An Unexpected Journey (意外) is the sixth album by Chinese singer-songwriter Joker Xue. It was released on November 11, 2013, by Ocean Butterflies and later acquired by Xue's own label Chaoshi Music.

== Background ==
There are ten tracks on the album with Xue composing music for six tracks and writing lyrics for six tracks. He also served as the album producer.
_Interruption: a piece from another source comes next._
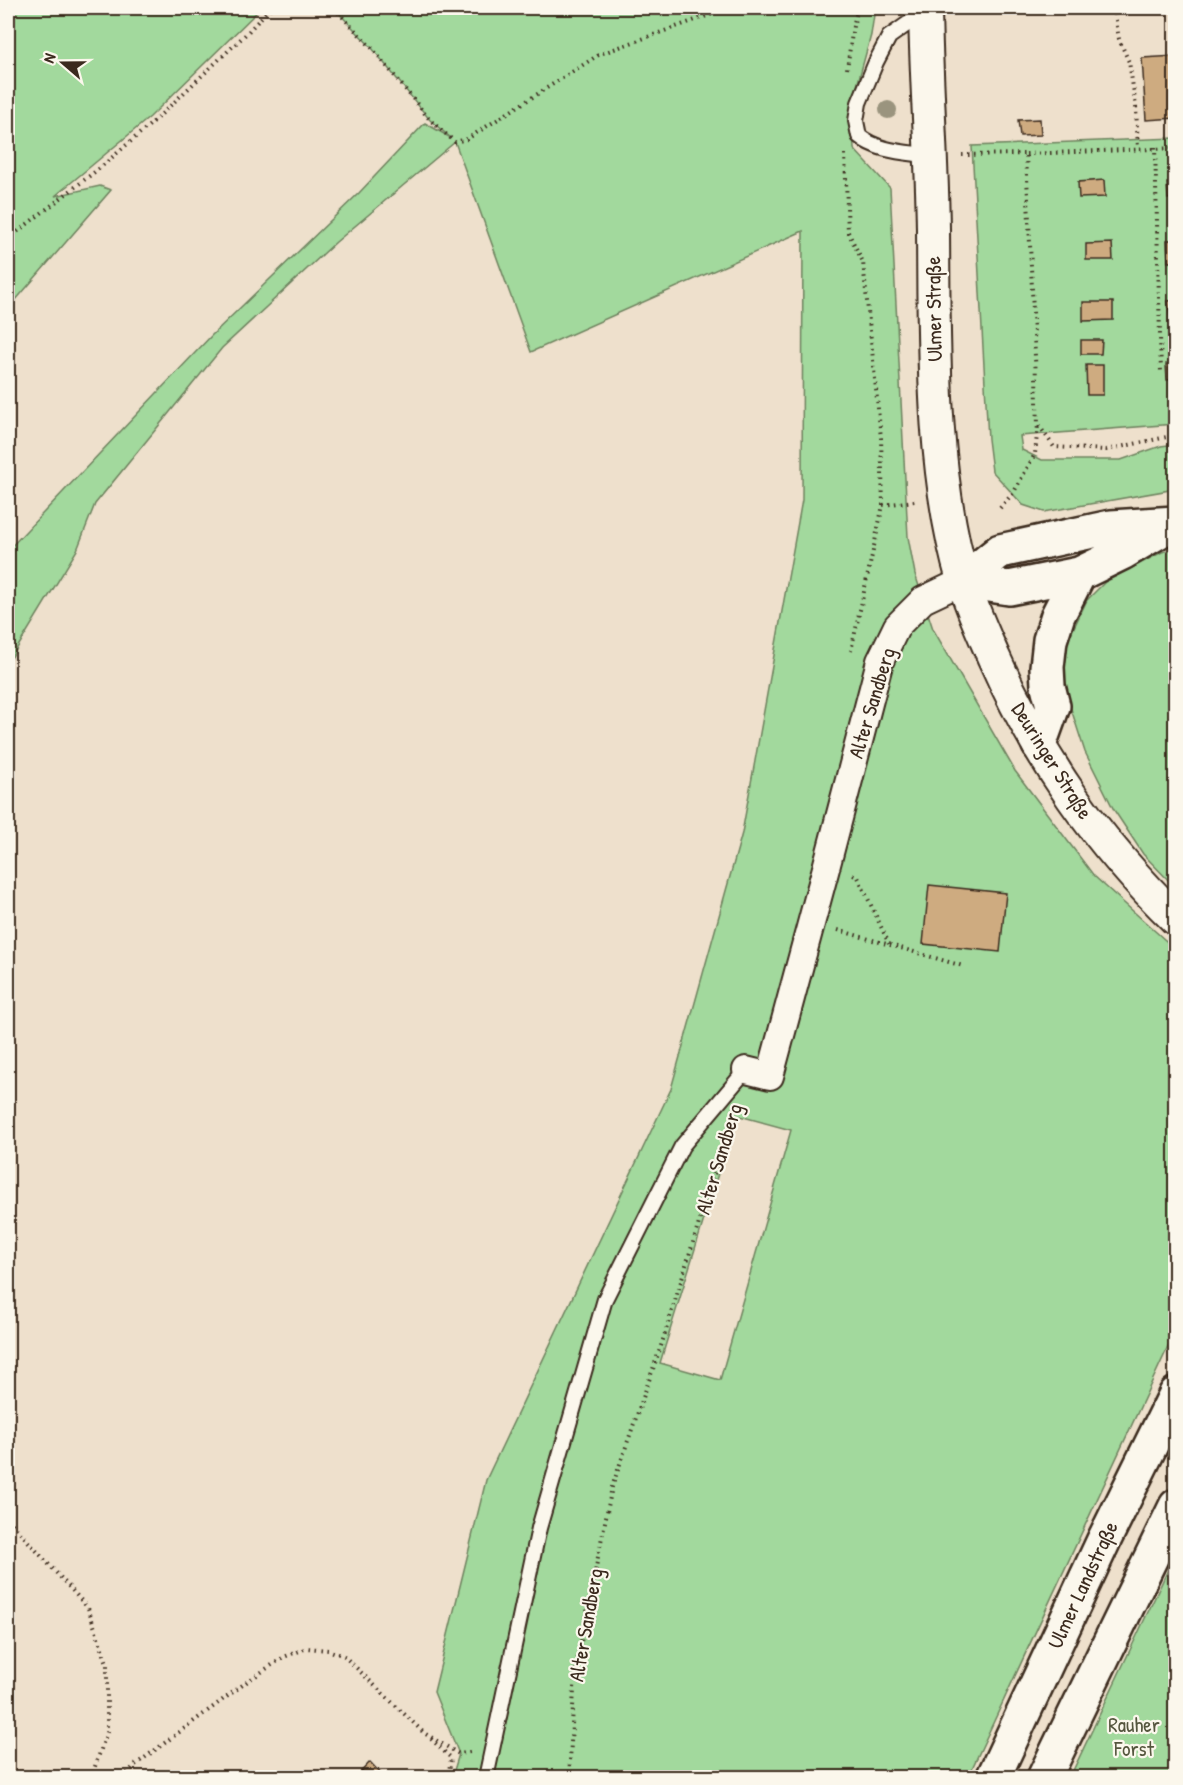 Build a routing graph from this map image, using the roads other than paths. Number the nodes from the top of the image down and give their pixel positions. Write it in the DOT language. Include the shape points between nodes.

The album incorporated new elements of Britpop and pop-rock, such as "Ugly" and "An Unexpected Journey", in addition to the emotional ballads Xue became known for, such as "What Do You Want From Me" and the lead single "Radius Around You".

== Reception ==
Upon release, An Unexpected Journey ranked #1 on Sino Chart and remained at the top for two weeks.

"Radius Around You" topped several music charts upon release and the music video topped YinYueTai's VChart upon release as well. "What Do You Want From Me" ranked first on YinYueTai's VChart in December 2013 and ranked third on Kugou Music's Top 500 list in September 2016 while "Ugly" ranked fourth on Kugou Music's Top 500 list in January 2017.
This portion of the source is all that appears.